Выйдя с отливом из ковша, мореходы еще долго слышали печальный звон монастырских колоколов, а попутный ветер доносил запах цветущего шиповника.
На пятый день пути ветер переменился, и вместо шелоника задул побережник. Как бы сейчас хорошо с этим ветром идти на восток, да беда — Канин Нос загораживал дорогу. Еще бы день, и лодьи, обогнув низменный мыс, вырвались на свободу. Но теперь дело оборачивалось иначе. Лодьи едва двигались вперед, зато их быстро сносило на берег. Когда глубины стали совсем малы, а каменистые мели близки, кормщик заглавного коча Никандр Мясной стал на якорь. За ним отдал якорь и второй коч… Что только ни делали кормщики — бросали в воду заговоренное птичье перо, свистели, призывая попутный ветер, и с передней и с задней мачты, — ничего не помогало.
Непрерывными рядами двигались с северо-запада зеленые волны, качая стоявшие на якорях кочи, и, казалось, не будет им конца. На четвертый день ветер стал стихать. Ночью ветра совсем не стало. В воздухе потеплело, в тучах образовались разрывы. Показалось полуночное солнце. Низкие берега, окрашенные в лиловый цвет, тонули в белесом море. У горизонта море загорелось, отражая огненно-багровое небо.
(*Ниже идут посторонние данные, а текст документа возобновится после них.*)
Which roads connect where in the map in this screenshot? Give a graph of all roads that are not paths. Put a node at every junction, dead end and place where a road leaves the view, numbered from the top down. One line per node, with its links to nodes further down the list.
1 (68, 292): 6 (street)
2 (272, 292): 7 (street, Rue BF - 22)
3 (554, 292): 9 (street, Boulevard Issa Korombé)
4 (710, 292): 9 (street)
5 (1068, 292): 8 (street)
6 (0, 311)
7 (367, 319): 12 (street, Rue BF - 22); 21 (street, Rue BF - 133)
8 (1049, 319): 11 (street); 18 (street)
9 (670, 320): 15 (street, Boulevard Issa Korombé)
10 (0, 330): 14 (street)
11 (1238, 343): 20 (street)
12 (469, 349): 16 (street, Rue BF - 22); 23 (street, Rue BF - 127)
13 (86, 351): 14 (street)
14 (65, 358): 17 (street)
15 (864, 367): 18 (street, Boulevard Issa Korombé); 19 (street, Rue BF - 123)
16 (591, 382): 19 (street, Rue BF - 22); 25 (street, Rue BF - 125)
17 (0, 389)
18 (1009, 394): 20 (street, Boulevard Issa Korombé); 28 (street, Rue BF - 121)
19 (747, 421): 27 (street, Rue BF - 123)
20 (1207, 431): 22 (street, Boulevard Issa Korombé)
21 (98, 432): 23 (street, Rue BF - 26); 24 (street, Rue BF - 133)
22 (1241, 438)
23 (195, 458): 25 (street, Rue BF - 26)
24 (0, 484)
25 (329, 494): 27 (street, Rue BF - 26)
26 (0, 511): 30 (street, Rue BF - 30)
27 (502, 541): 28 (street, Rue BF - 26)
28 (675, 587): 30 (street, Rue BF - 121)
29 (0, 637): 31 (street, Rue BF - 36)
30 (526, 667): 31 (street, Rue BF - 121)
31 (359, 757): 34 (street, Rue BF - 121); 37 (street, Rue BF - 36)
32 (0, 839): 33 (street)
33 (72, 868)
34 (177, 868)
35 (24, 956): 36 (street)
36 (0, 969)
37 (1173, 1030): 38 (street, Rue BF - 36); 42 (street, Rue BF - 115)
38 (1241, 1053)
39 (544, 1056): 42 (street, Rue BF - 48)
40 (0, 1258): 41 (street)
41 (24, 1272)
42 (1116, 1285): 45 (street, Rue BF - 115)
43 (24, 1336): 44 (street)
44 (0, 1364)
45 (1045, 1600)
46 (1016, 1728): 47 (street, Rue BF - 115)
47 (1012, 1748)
— Батюшко, припади! — молили кормщики ветер.
Под утро, к радости мореходов, снова задул попутный ветер. Море покрылось мелкой рябью, ожило. Ветер нерешительно шевелил парусину то с одной, то с другой стороны. На кочах закрепили паруса и тронулись в путь. Но недолго пришлось радоваться. Ветер опять изменился и теперь задул от северо-востока. Всем было досадно. Канин Нос совсем близко. Отчетливо виднелись на нем многочисленные кресты, поставленные мореходами в память своего спасения. Много крестов поставили зверобои, спасшиеся от смертельного выноса в океан. Плавучие льды вместе со зверобоями и их промыслом часто выносило далеко на север, и люди находили там свою смерть.
Простояли у самого мыса еще три дня. Съехали на берег за плавником для поварни. Наконец ветер снова задул от юго-запада, и кочи, обойдя Канин Нос, повернули на восток.
За мысом Канин Нос начиналась морская дорога, проторенная многими русскими мореходами. Мангазейские пушные богатства издавна притягивали к себе отважных и предприимчивых. Драгоценный соболиный мех, удобный для перевозок, был главной приманкой, за которой дальше и дальше на восток шли торговые и промышленные люди.